Nominees and their work as independent investigators will be evaluated according to the following criteria:
- Quality: The extent to which the work is reliable, valid, credible, and scientifically rigorous.
- Impact: The extent to which the work addresses an important problem, advances scientific progress, and is influential in the nominee’s field, related fields, or beyond, and/or has the potential to benefit society.
- Novelty: The extent to which the work challenges existing paradigms, establishes a new field or considerably expands on an existing field, employs original methodologies or concepts, and/or pursues an original question.
- Promise: The nominee has potential for further significant contributions to science, and the research program will generate further impactful and novel discoveries.
Amount per award: $250,000
Duration of award: 1 Year
Number of awards: One Blavatnik Laureate in each Disciplinary Category
Eligibility
The nominee must:
- Have been born in or after 1982.
- Hold a doctorate degree (PhD, DPhil, MD, DDS, DVM, etc.).
- Currently hold a tenured or tenure-track academic faculty position (or equivalent).
- Currently conduct research as a principal investigator in one of the disciplinary categories in Life Sciences, Physical Sciences & Engineering, or Chemical Sciences.
UW-Madison may submit up to three nominations, one in each disciplinary category.
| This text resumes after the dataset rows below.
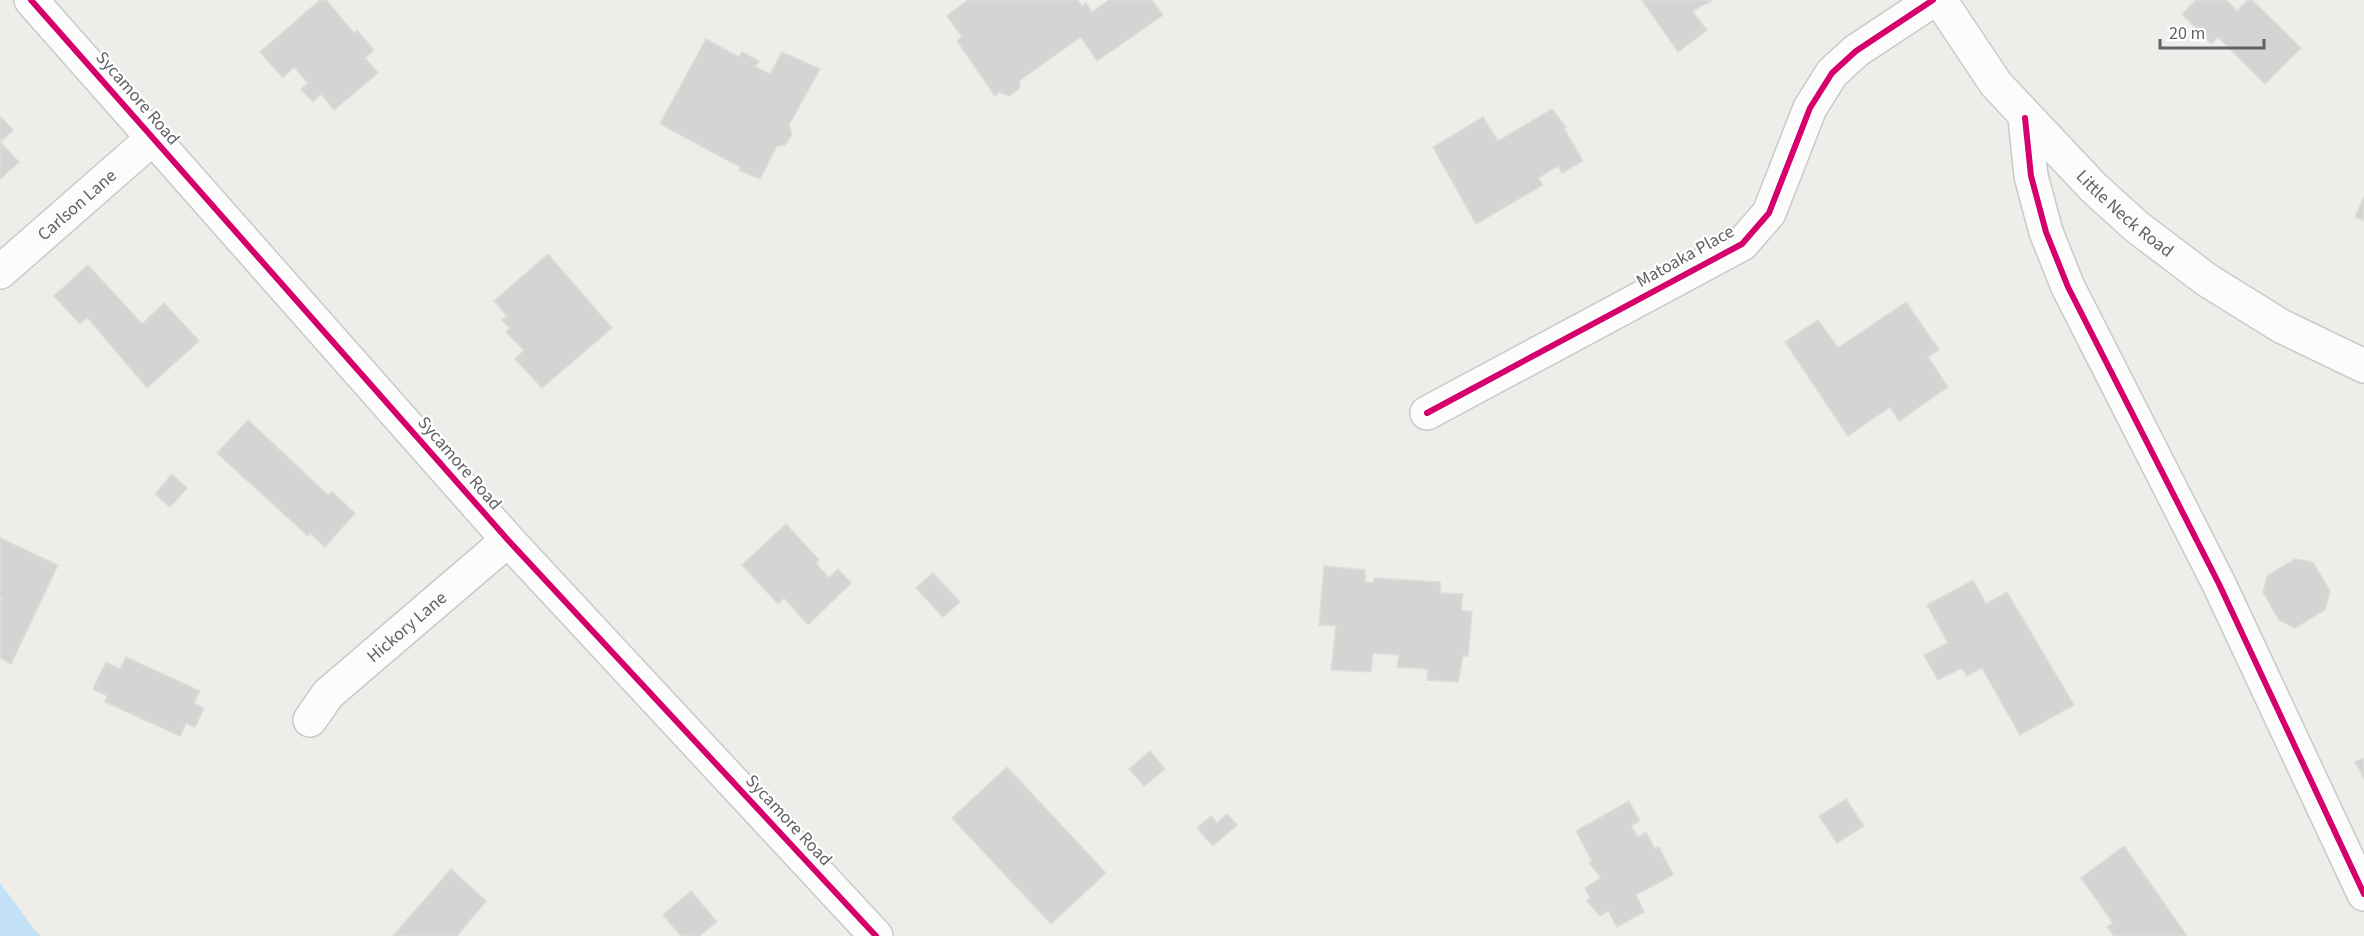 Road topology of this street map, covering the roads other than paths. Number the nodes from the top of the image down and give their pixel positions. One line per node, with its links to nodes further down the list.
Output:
1 (31, 0): 5 (street, Sycamore Road)
2 (1933, 0): 8 (street, Matoaka Place)
3 (1940, 0): 4 (street, Little Neck Road)
4 (2025, 118): 7 (street, Little Neck Road); 11 (street)
5 (153, 138): 6 (street, Carlson Lane); 9 (street, Sycamore Road)
6 (0, 272)
7 (2364, 366)
8 (1427, 413)
9 (508, 540): 10 (street, Hickory Lane); 12 (street, Sycamore Road)
10 (310, 720)
11 (2364, 894)
12 (876, 936) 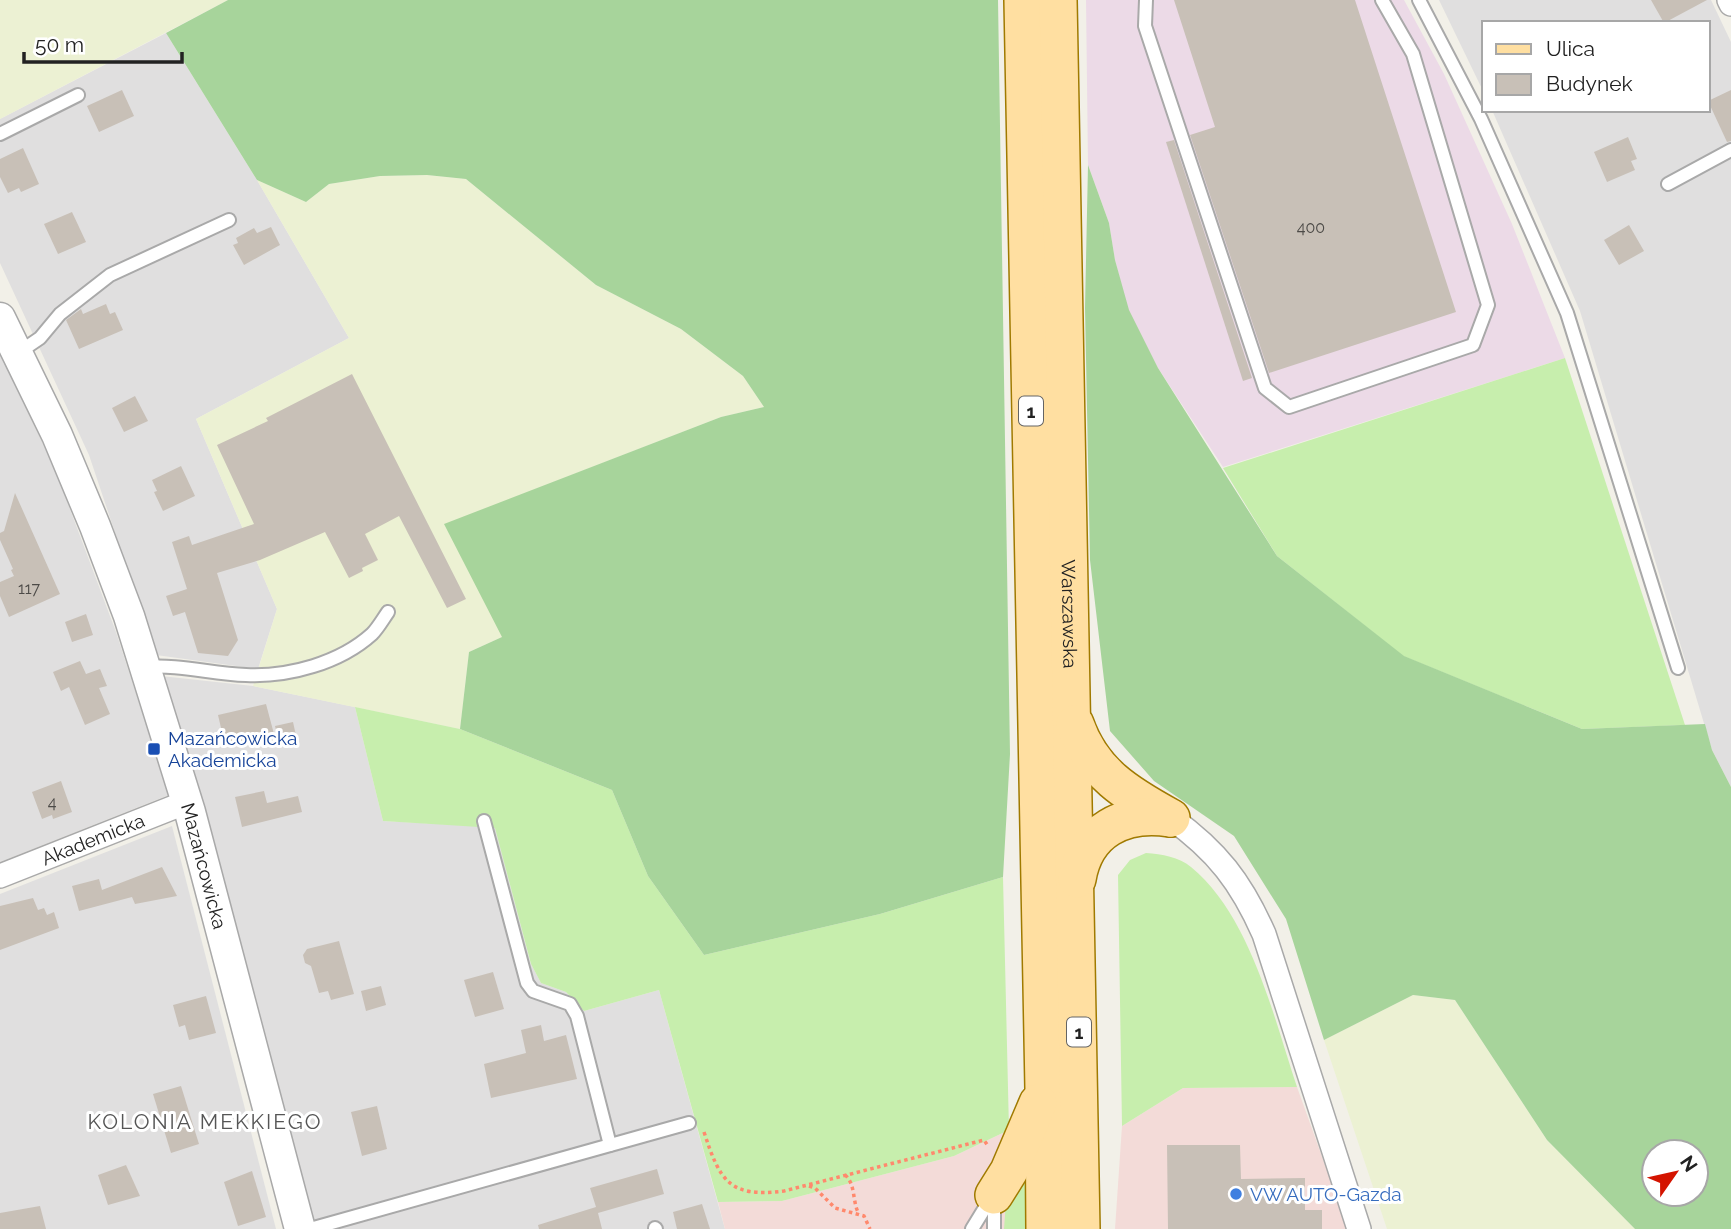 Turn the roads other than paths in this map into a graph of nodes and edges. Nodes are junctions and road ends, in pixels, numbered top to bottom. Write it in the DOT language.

The Blavatnik Awards strongly encourage the nomination of women and other underrepresented groups in science and engineering.
Website
The following link contains additional information on the program and specific application instructions:
http://blavatnikawards.org/awards/national-awards/
Internal Competition Application Instructions
Applications for Internal Review
To submit your application, attach a single PDF to an email to: grants@research.wisc.edu
Please include the following information:
- Cover Page: including name, title, contact information, and disciplinary category (Life Sciences, Physical Sciences & Engineering, or Chemical Sciences).
- Curriculum Vitae: (Please see the Blavatnik Nomination Materials & Instructions for format).
- Research Summary: Written in the first person, provide a 1,000-word maximum summary of up to five of the nominee’s most significant scientific contributions and research accomplishments from their independent career. The summary should be written to be accessible to another scientist working in their overarching disciplinary category (e.g., Life Sciences) but not necessarily in their specific field of study (e.g., Neuroscience). Key results, their impact on the nominee’s field of study, and the nominee’s specific role in the described work (especially where the nominee is involved in large collaborations) should be included. Information about the nominee’s positions, awards, and service activities should be excluded. One figure illustrating the most significant results is allowed. Citations and figure caption do not count toward the word limit.
- Professional Service and Diversity, Equity, and Inclusion Statement: (1-page maximum) describing outreach activities and/or professional service, with particular focus on activities and service related to increasing diversity, equity, and inclusion (DEI) in the scientific community. Topics to discuss include, but are not limited to, the following:
- Teaching and Mentoring: Commitment to teaching and mentoring students, especially to utilizing practices that better serve those of demographics and/or social backgrounds historically underrepresented in science and engineering;
- Collaboration and Leadership: Leadership or involvement in committees, task force groups, professional societies, and organizations;
- Service, Engagement, and/or Outreach: A record of community engagement or outreach activities (e.g., volunteer activities, communicating science to the public);
- Research: Current and/or planned research relevant to underserved populations or inequalities, or issues relevant to DEI, such as race, gender, sexuality, health disparities, human rights, educational access, ability, etc.
All nomination materials should focus on the nominee’s independent career. A nominee’s “independent career” encompasses any research or work performed as an independent research scientist. In most cases, this work will have been performed after a postdoctoral appointment or doctoral thesis has been completed.
Sponsor Deadlines
Applications are due to Blavatnik Family Foundation by November 29, 2023.
Questions?
Contact grants@research.wisc.edu.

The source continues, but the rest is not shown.